Doveva essere l’investitore industriale italiano che avrebbe tutelato gli interessi del Paese nella partita Ilva. E invece il gruppo Marcegaglia non fa neanche in tempo a chiudere l’accordo per conquistare le acciaierie di Taranto che già si prepara a sfilarsi. L’azienda che fa capo ad Emma Marcegaglia e a suo fratello Antonio cederà infatti a stretto giro una quota dell’Ilva ad Intesa Sanpaolo, che è creditrice sia del gruppo dell’ex presidente di Confindustria sia delle acciaierie pugliesi. Nel frattempo “quale partner industriale italiano”, Antonio Marcegaglia ha assicurato che si impegnerà “affinché tutte le parti interessate possano trarre il massimo beneficio da questa straordinaria opportunità di rilancio del più grande asset siderurgico europeo che è Ilva”.

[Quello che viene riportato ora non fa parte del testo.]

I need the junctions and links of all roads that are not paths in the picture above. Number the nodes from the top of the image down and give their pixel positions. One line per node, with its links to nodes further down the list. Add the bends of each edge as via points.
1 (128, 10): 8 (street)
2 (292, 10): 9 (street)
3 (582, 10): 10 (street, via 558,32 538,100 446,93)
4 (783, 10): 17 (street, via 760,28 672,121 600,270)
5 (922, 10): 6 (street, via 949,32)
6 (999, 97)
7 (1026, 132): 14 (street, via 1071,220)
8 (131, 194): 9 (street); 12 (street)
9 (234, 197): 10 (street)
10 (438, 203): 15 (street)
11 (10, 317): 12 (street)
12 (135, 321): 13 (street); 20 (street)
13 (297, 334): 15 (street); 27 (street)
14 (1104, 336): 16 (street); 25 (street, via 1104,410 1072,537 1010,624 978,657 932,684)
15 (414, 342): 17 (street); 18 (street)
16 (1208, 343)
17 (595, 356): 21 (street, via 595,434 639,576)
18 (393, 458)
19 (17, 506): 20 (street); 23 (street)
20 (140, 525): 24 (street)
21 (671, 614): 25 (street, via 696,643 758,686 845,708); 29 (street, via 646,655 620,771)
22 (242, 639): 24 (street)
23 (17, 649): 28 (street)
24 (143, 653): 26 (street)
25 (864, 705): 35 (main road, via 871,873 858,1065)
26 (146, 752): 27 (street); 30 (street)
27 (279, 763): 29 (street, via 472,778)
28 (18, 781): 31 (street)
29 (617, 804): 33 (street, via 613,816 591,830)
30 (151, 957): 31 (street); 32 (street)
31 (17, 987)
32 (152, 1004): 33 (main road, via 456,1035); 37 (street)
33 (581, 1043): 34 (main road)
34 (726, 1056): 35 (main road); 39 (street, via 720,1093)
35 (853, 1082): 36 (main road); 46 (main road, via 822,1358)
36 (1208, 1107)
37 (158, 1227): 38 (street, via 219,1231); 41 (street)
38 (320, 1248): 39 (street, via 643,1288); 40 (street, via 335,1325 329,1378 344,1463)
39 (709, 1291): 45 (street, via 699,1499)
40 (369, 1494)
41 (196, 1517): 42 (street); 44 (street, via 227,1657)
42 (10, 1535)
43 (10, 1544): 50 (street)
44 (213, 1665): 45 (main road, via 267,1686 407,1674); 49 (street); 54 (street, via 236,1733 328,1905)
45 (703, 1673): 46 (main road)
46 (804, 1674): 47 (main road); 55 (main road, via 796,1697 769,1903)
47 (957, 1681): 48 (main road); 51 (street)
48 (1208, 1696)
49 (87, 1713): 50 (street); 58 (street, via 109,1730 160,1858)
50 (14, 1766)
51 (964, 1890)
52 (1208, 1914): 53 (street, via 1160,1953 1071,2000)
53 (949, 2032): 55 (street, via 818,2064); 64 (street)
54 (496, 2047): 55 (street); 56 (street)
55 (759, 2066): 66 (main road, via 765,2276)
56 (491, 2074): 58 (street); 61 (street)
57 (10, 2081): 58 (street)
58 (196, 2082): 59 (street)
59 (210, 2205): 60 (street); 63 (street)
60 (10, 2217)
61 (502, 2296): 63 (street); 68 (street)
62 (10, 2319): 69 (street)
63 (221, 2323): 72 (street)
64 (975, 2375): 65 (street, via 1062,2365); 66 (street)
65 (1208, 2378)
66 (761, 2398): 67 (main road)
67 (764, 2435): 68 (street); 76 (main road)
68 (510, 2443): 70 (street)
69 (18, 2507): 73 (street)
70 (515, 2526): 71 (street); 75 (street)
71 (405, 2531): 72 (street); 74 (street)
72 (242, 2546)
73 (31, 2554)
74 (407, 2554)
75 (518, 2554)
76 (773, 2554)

Così il suo gruppo potrà rafforzarsi e Intesa sperare di recuperare i suoi crediti. “Sono solo interessi. Sono solo soldi da restituire alle banche, sono solo favori che si devono scambiare”, ha sintetizzato il governatore della Puglia, Michele Emiliano, bocciando seccamente la decisione del ministero dello Sviluppo di assegnare le acciaierie alla cordata Am Investco, formata dal duo Arcelor-Marcegaglia. “Addirittura, Marcegaglia ha dei debiti nei confronti dell’Ilva e quindi in questo modo, acquistando l’Ilva, probabilmente migliora la sua posizione finanziaria. Cose inenarrabili”, ha concluso il governatore.

Non è un mistero infatti che negli ultimi tempi gli affari nell’acciaio non vadano a gonfie vele: a livello globale la domanda è al palo (-0,8%), complice anche il rallentamento dell’economia mondiale. Così nel 2015 la Finmar srl, cassaforte di Emma e Antonio Marcegaglia che controlla il 13% del capitale (con il 51% dei diritti di voto) della Marcegaglia holding, ha chiuso il bilancio consolidato con una perdita vicina ai 55 milioni. Ma soprattutto i conti sono stati appesantiti da 3,3 miliardi di debiti di cui più di un miliardo verso i fornitori, 588 milioni di “altri debiti” e 1,3 miliardi verso le banche con 1,1 miliardi in scadenza nell’arco dei prossimi dodici mesi. Certo, guardando i ricavi industriali, la Marcegaglia holding fattura 3,8 miliardi dando lavoro a 6.393 persone e e ha una buona redditività industriale (5,7%) in un settore a forte impiego di capitale. Ma i debiti restano comunque un pesante fardello soprattutto quando le banche stringono i cordoni della borsa e i clienti rallentano nei pagamenti. Non a caso, come si legge nel bilancio 2015, il gruppo ha negoziato una linea di credito a medio termine “con l’obiettivo di rifinanziare le linee a breve in un’ottica di allungamento dell’orizzonte temporale medio del proprio debito”. Detta in altri termini, la società ha deciso di spostare in avanti le scadenze di parte dei suoi debiti sperando in tempi migliori.

Stando così le cose, si capisce perché l’impegno di Marcegaglia nella partita Ilva sia massimo. E, in un certo senso, sia anche dovuto per “ricompensare” un governo che ha deciso di assegnare le acciaierie di Taranto al tandem Arcelor-Marcegaglia, nonostante le perplessità dell’Antitrust europeo e il parere negativo dei tecnici incaricati dai commissari straordinari di valutare le offerte. E persino a dispetto del fatto che la cordata concorrente, Acciaitalia, formata dal gigante Jsw Steel e dalla Delfin di Leonardo Del Vecchio, avesse deciso di alzare la posta in gioco rilanciando di 650 milioni (a 1,85 miliardi) e promettendo subito la riassunzione di 9800 persone su 14mila dipendenti. Quest’ultimo argomento era piaciuto molto al sindacato che teme i 5-6.000 mila esuberi nel piano della cordata vincitrice. Ma il governo non ha voluto sentire ragioni chiudendo la partita a favore di Am Investco perché, come ha spiegato il ministro Carlo Calenda, il rilancio non si poteva proprio accettare in quanto “contrario alle procedure di gara” e poi perché i “Paesi seri non cambiano le regole in corsa o ex post”. Soprattutto quando il ballo non c’è solo il futuro dell’Ilva, ma anche quello del gruppo Marcegaglia e le prospettive di rientro dei crediti di una maggiori banche del Paese.